Defining Dulcie is an impressive debut, as well as an excellent novel to study for learning how to develop a character with depth. Take a look. You'll have lots to thank Acampora for.
For information about Paul Acampora, check out his website http://www.paulacampora.com/ and his blog http://acampora.livejournal.com/
1 comment:
I, too, get a sense of dislocation when an opening situation has been enough to get me invested in a story as a reader, but then the author seems to veer off into a different kind of story. Sometimes an author gets me hooked again before I set the book aside, but sometimes not. For this book, which I haven’t read yet, maybe Paul wanted to set the background and move us into the motivating psyche of his character, Dulcie, before launching into the real story of her coming-of-age. Although you came to like the story, and I suspect I will, too, it may be possible that it would have had a stronger structure if the father’s death had been referred to later in the real story, as related to some incident or frame-of-mind besetting Dulcie along her way.
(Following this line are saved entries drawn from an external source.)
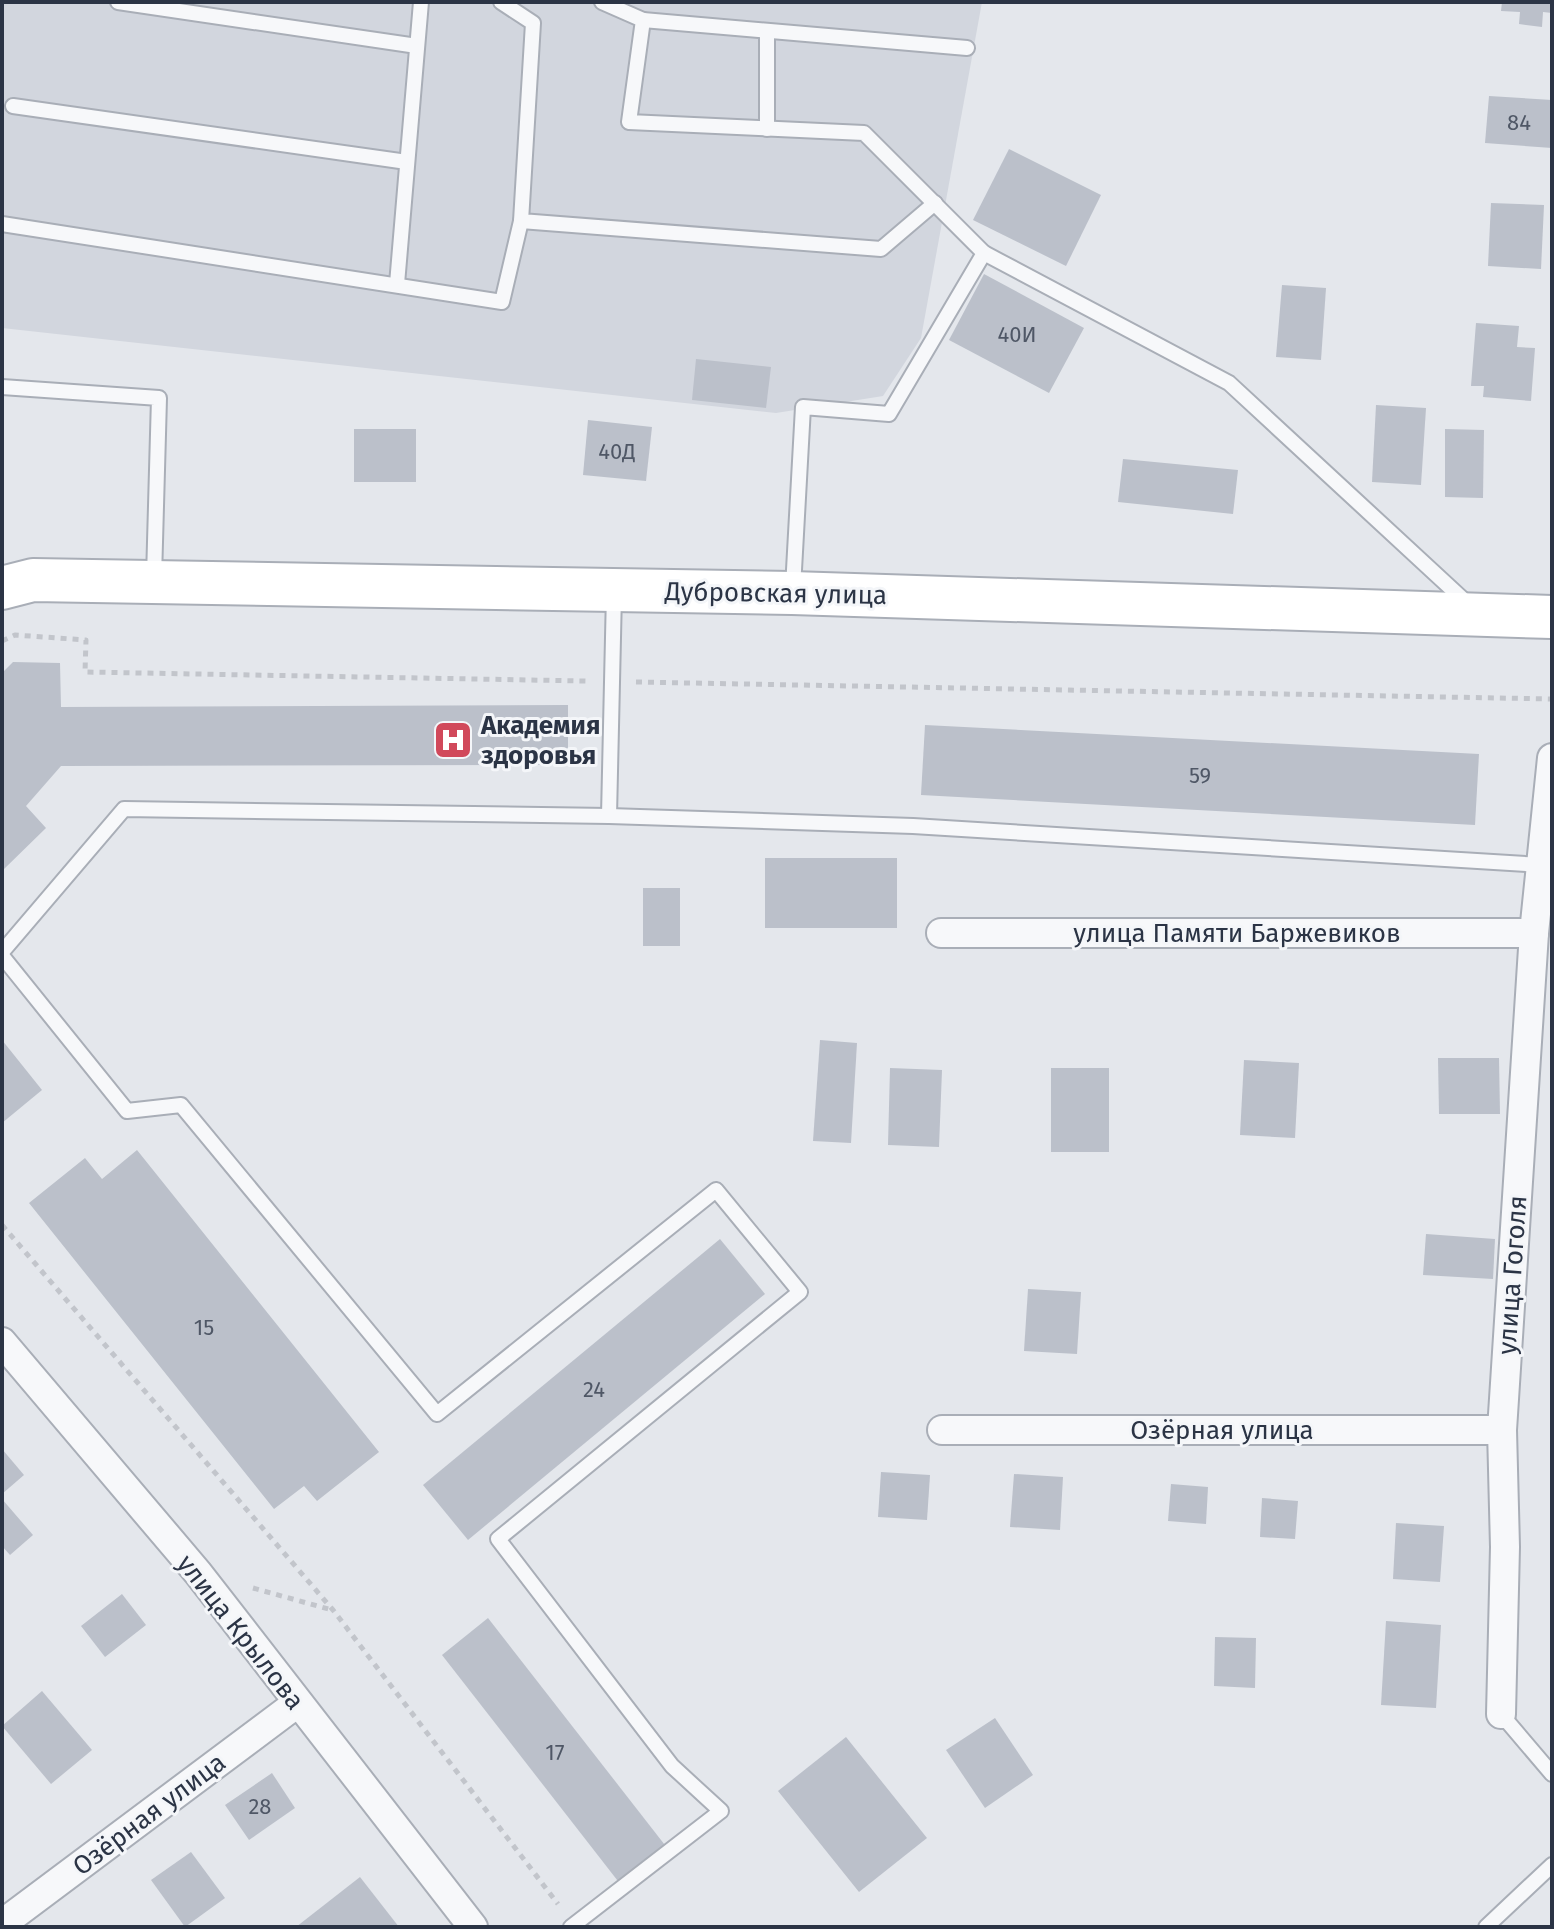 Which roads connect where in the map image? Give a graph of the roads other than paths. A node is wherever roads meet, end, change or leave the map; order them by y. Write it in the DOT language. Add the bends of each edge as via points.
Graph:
graph roads {
  1 [pos="118,2"];
  2 [pos="421,2"];
  3 [pos="501,2"];
  4 [pos="602,2"];
  5 [pos="643,20"];
  6 [pos="767,31"];
  7 [pos="417,46"];
  8 [pos="967,48"];
  9 [pos="13,106"];
  10 [pos="767,129"];
  11 [pos="407,162"];
  12 [pos="935,203"];
  13 [pos="521,221"];
  14 [pos="2,224"];
  15 [pos="984,253"];
  16 [pos="397,284"];
  17 [pos="2,387"];
  18 [pos="154,582"];
  19 [pos="2,588"];
  20 [pos="614,589"];
  21 [pos="792,593"];
  22 [pos="1480,615"];
  23 [pos="1552,617"];
  24 [pos="1552,758"];
  25 [pos="609,816"];
  26 [pos="1541,865"];
  27 [pos="941,933"];
  28 [pos="1534,933"];
  29 [pos="2,954"];
  30 [pos="2,1342"];
  31 [pos="942,1430"];
  32 [pos="1502,1430"];
  33 [pos="296,1704"];
  34 [pos="1501,1714"];
  35 [pos="1552,1774"];
  36 [pos="1552,1865"];
  37 [pos="2,1924"];
  38 [pos="572,1926"];
  39 [pos="473,1927"];
  40 [pos="1486,1927"];
  1 -- 7 [label="lane"];
  2 -- 7 [label="lane"];
  3 -- 13 [label="lane" via="533,23"];
  4 -- 5 [label="lane"];
  5 -- 6 [label="lane"];
  5 -- 10 [label="lane" via="629,122"];
  6 -- 8 [label="lane"];
  6 -- 10 [label="lane"];
  7 -- 11 [label="lane"];
  9 -- 11 [label="lane"];
  10 -- 12 [label="lane" via="864,133"];
  11 -- 16 [label="lane"];
  12 -- 13 [label="lane" via="881,249"];
  12 -- 15 [label="lane"];
  13 -- 16 [label="lane" via="502,302"];
  14 -- 16 [label="lane"];
  15 -- 21 [label="lane" via="889,414 803,407"];
  15 -- 22 [label="lane" via="1229,383"];
  17 -- 18 [label="lane" via="159,398"];
  18 -- 19 [label="street, Дубровская улица" via="33,580"];
  18 -- 20 [label="street, Дубровская улица"];
  20 -- 21 [label="street, Дубровская улица"];
  20 -- 25 [label="lane"];
  21 -- 22 [label="street, Дубровская улица"];
  22 -- 23 [label="street, Дубровская улица"];
  24 -- 26 [label="street, улица Гоголя"];
  25 -- 26 [label="lane" via="913,826"];
  25 -- 29 [label="lane" via="124,809"];
  26 -- 28 [label="street, улица Гоголя"];
  27 -- 28 [label="street, улица Памяти Баржевиков"];
  28 -- 32 [label="street, улица Гоголя"];
  29 -- 38 [label="lane" via="127,1111 181,1105 437,1414 716,1190 800,1292 498,1539 672,1766 721,1811"];
  30 -- 33 [label="street, улица Крылова" via="198,1573"];
  31 -- 32 [label="street, Озёрная улица"];
  32 -- 34 [label="street, улица Гоголя"];
  33 -- 37 [label="street, Озёрная улица"];
  33 -- 39 [label="street, улица Крылова"];
  34 -- 35 [label="lane, улица Гоголя"];
  36 -- 40 [label="lane"];
} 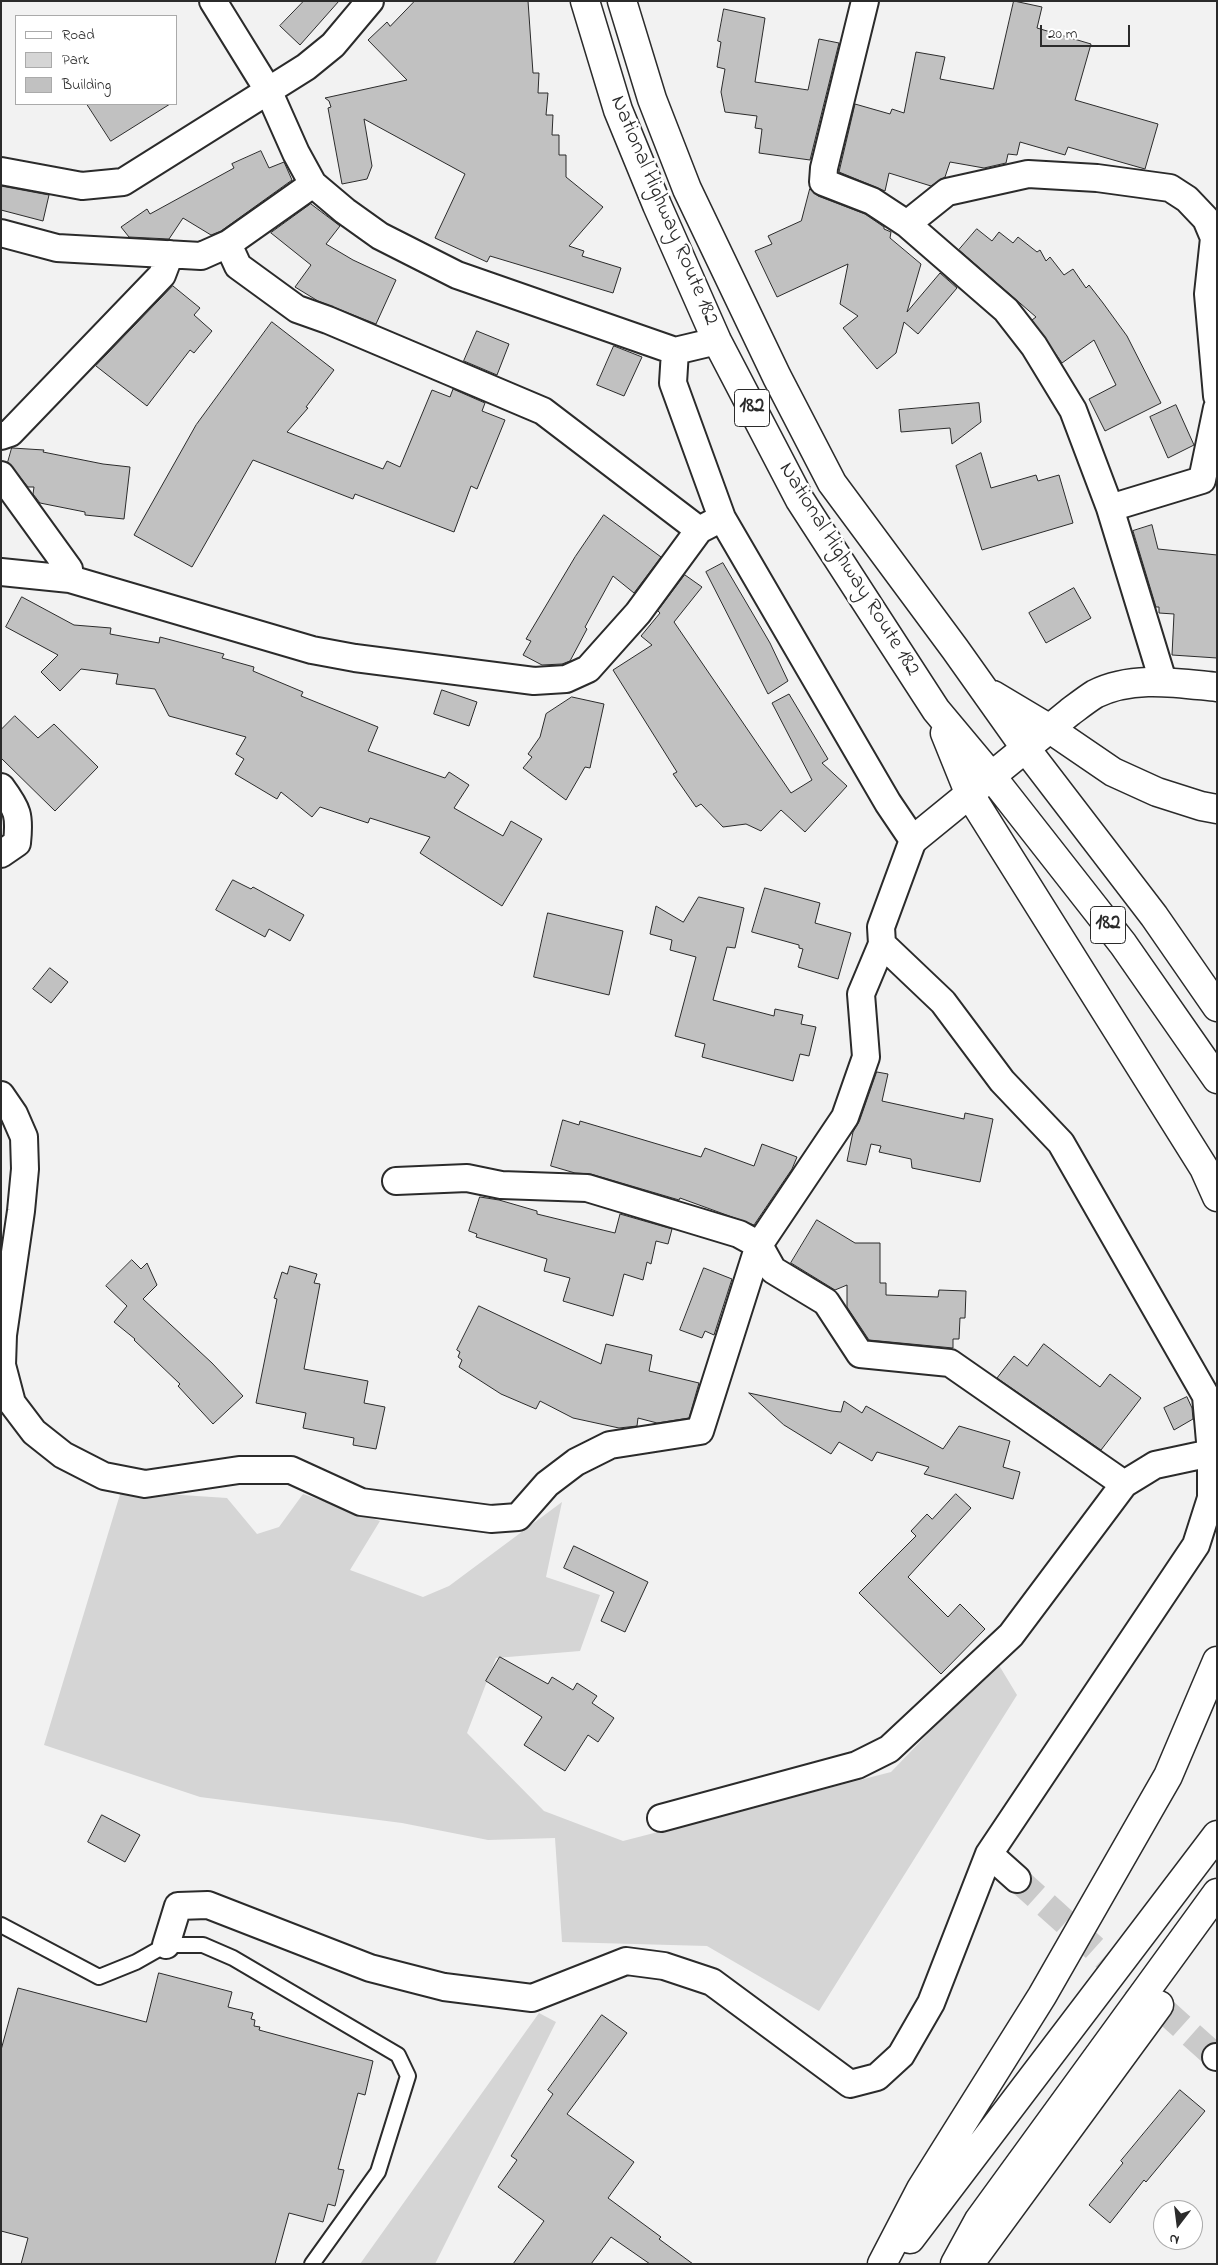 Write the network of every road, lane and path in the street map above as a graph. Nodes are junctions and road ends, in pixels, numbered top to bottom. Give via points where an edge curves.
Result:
1 (213, 1) edge
2 (370, 1) edge
3 (585, 1) edge
4 (622, 1) edge
5 (865, 1) edge
6 (268, 90) junction
7 (1, 171) edge
8 (314, 184) junction
9 (907, 224) junction
10 (1, 233) edge
11 (228, 244) junction
12 (170, 254) junction
13 (718, 341) junction
14 (675, 351) junction
15 (1217, 396) edge
16 (1217, 408) edge
17 (1, 436) edge
18 (1, 475) edge
19 (1110, 508) junction
20 (711, 524) junction
21 (1, 572) edge
22 (70, 579) junction
23 (1163, 681) junction
24 (1217, 687) edge
25 (983, 689) junction
26 (936, 710) junction
27 (1050, 729) junction
28 (1026, 749) junction
29 (992, 777) junction
30 (1, 787) edge
31 (970, 795) junction
32 (1217, 809) edge
33 (913, 840) junction
34 (1, 854) edge
35 (882, 944) junction
36 (1217, 1007) edge
37 (1217, 1079) edge
38 (1, 1095) edge
39 (396, 1181) dead end
40 (1217, 1197) edge
41 (758, 1245) junction
42 (1211, 1453) junction
43 (1124, 1484) junction
44 (1217, 1661) edge
45 (661, 1818) dead end
46 (1217, 1835) edge
47 (988, 1854) junction
48 (1017, 1879) tunnel mouth
49 (1217, 1893) edge
50 (1, 1925) edge
51 (1217, 1925) edge
52 (166, 1945) junction
53 (312, 2264) edge
54 (882, 2264) edge
55 (891, 2264) edge
56 (954, 2264) edge
57 (970, 2264) edge

1 - 6 street
2 - 6 street via 333,45 306,67
3 - 13 main road, National Highway Route 182 / 182 via 618,110
4 - 25 main road, National Highway Route 182 / 182 via 652,99 687,189 832,484
5 - 9 street via 823,182 872,201
6 - 7 street via 123,182 82,186
6 - 8 street via 296,153
8 - 11 street
8 - 14 street via 380,236 457,275
9 - 15 street via 947,192 1028,174 1097,178 1170,188 1206,218 1214,238 1208,294
9 - 19 street via 1006,310 1034,346 1073,410
10 - 12 street via 57,248
11 - 12 street via 201,256
11 - 20 street via 238,266 297,309 543,411
12 - 17 street via 162,275 10,433
13 - 14 street
13 - 26 main road, National Highway Route 182 / 182 via 800,500
14 - 20 street via 673,383
16 - 19 street via 1202,480
18 - 22 street via 68,569
19 - 23 street
20 - 22 street via 588,669 566,679 534,681 312,650
20 - 33 street
21 - 22 street
23 - 24 main road
23 - 27 main road via 1121,685 1095,695
25 - 27 main road
25 - 28 main road, National Highway Route 182 / 182
26 - 29 main road, National Highway Route 182 / 182
26 - 31 main road
27 - 28 main road
27 - 32 main road via 1113,772 1157,792
28 - 29 main road
28 - 36 main road, National Highway Route 182 / 182 via 1154,916
29 - 31 main road
29 - 37 main road, National Highway Route 182 / 182 via 1123,944
30 - 34 street via 16,807 19,824 16,843
31 - 33 main road
31 - 40 main road via 1204,1168
33 - 35 street via 881,927
35 - 41 street via 861,994 866,1057 845,1117
35 - 42 street via 942,1002 1002,1080 1061,1143 1206,1396
38 - 41 street via 24,1137 21,1211 3,1335 2,1365 12,1402 34,1432 63,1455 104,1476 145,1484 239,1470 291,1470 362,1502 491,1519 518,1517 547,1484 576,1462 610,1445 700,1431
39 - 41 street via 466,1178 501,1185 587,1188 739,1234
41 - 43 street via 773,1270 826,1302 860,1354 950,1364
42 - 43 street via 1155,1465
42 - 47 street via 1211,1498 1196,1545
43 - 45 street via 1011,1635 889,1749 857,1765
44 - 54 main road via 1168,1776 1042,1996 921,2189
46 - 55 main road
47 - 48 street
47 - 52 street via 931,2003 901,2055 877,2077 850,2084 712,1982 664,1966 626,1961 532,1998 444,1987 370,1968 208,1905 178,1906
49 - 56 main road via 979,2220
50 - 52 lane via 99,1977
51 - 57 main road
52 - 53 lane via 203,1945 233,1958 398,2055 408,2076 378,2172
I think both writer and reader might be best served when the heart of the real story is set in motion in the opening lines—not always easy to do, but worth trying for. We’ve talked in emails about an author/teacher who has covered this ground, Bill Johnson (“A Story is a Promise”), and I revisited his site, storyispromise.com, to see what is the latest he might have on this. He has a rather good essay, “Unfolding a story from the first sentence,” which uses the opening pages of a story by that master storyteller, Isaac Bashevis Singer, titled “Meshugah,” to illustrate this point. Check it out. Onward.
I noticed the 4000 count marker for number of site visitors. Congratulations on putting up such a good site for writers and readers.